Llegué a Pasajes, donde Manuela me recibió bien, y como yo le hablé de la pena que me dieron mis hijos, ella se enfadó y volvió a decirme que los curas de Azcoitia tení­an dominada a mi mujer. Comprendiendo yo que no debí­a continuar viviendo con ella, me marché de nuevo el dí­a 21 de Marzo, aún cuando el trabajo a que me dedicaba era muy penoso, llevándome mi baúl y todas mis ropas.
A mi paso por Azcoitia, no acudieron mis hijos como les habí­a dicho que lo hicieran, y yo supuse que mi mujer no lo consentí­a. De todos modos, dejé tres duros y una docena de naranjas a un amigo, para que se los diera, ya que se lo habí­a prometido.

En Bilbao, volví­ a trabajar a las órdenes del primer capataz D. Carlos Munich en los astilleros. El trabajo era tan penoso que sufrí­a yo mucho, y no podí­a yo menos de considerar que hice mal en abandonar la carrera de las armas, instigado por la Manuela. Esta, ya no me escribí­a, y yo padecí­a mucho moralmente por mi precaria situación.
La mala gente que hay ocupada en los astilleros y en Sestao, me iba echando a perder; y yo, temiendo que me convirtiera en un pillo, escribí­ a Mr. Camionge, quien me habí­a prometido buscarme un empleo.
El dí­a 6 de Abril dejé el penoso trabajo de peón de los astilleros, donde trabajamos de seis a seis, porque encontré empleo al servicio del rematante de arbitrios de la carne, de Sestao, que se llama D. Paulino López; pero mi situación no mejoró por eso, pues las tareas estas me obligaban a sostener frecuentes disputas y además me buscaba para proponerme siempre negocios fuera.

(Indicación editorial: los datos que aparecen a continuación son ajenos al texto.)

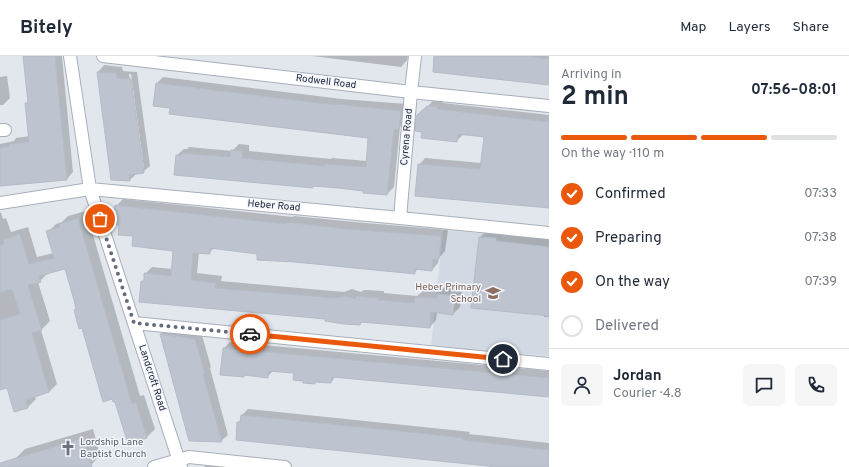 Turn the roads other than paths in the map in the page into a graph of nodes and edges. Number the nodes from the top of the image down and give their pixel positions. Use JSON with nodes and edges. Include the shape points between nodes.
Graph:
{"nodes":[{"id":1,"x":70,"y":56,"type":"edge"},
{"id":2,"x":103,"y":56,"type":"edge"},
{"id":3,"x":415,"y":56,"type":"edge"},
{"id":4,"x":411,"y":92,"type":"junction"},
{"id":5,"x":549,"y":106,"type":"edge"},
{"id":6,"x":90,"y":189,"type":"junction"},
{"id":7,"x":0,"y":203,"type":"edge"},
{"id":8,"x":400,"y":218,"type":"junction"},
{"id":9,"x":549,"y":233,"type":"edge"},
{"id":10,"x":134,"y":323,"type":"junction"},
{"id":11,"x":549,"y":364,"type":"edge"},
{"id":12,"x":180,"y":463,"type":"edge"},
{"id":13,"x":154,"y":467,"type":"edge"},
{"id":14,"x":285,"y":467,"type":"edge"}],
"edges":[{"from":1,"to":6,"type":"street","name":"Landcroft Road"},
{"from":2,"to":4,"type":"street","name":"Rodwell Road"},
{"from":3,"to":4,"type":"street","name":"Cyrena Road"},
{"from":4,"to":5,"type":"street","name":"Rodwell Road"},
{"from":4,"to":8,"type":"street","name":"Cyrena Road"},
{"from":6,"to":7,"type":"street","name":"Heber Road"},
{"from":6,"to":8,"type":"street","name":"Heber Road"},
{"from":6,"to":10,"type":"street","name":"Landcroft Road"},
{"from":8,"to":9,"type":"street","name":"Heber Road"},
{"from":10,"to":11,"type":"street"},
{"from":10,"to":12,"type":"street","name":"Landcroft Road"},
{"from":12,"to":13,"type":"street"},
{"from":12,"to":14,"type":"street","via":[[189,457]]}]}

En esta situación, abandonado de todos, y sobre todo por ella, no teniendo recursos suficientes para atender a mi subsistencia, escribí­ a Mr. Camionge y le remití­ el recibo de mil reales para que se los reclamara a Manuela. Me contestó diciéndome que ella no querí­a pagarme y que no me conocí­a ya para nada.
Esta contestación me disgustó; pero a pesar de ello, seguí­ trabajando hasta que a mediados de Junio, recibí­ una carta de Mr. Camionge, la cual entregué el otro dí­a al juez de Alza, en la que me decí­a que podí­a emplearme en Nanclares con el contratista de las obras del balneario Mr. Bush, dándome diez reales diarios y nombrándome también guardia de noche de dichas obras si me portaba bien.
Además, añadí­a que la Manuela no le entregaba las cuentas con la lealtad necesaria y terminado ya el contrato, querí­a liquidar con ella y se alegrarí­a de que estuviese presente para zanjar las dificultades, pues no estaba dispuesto a consentir que no se cumpliera lealmente con él, ya que la deuda subí­a a más de 800 pesetas.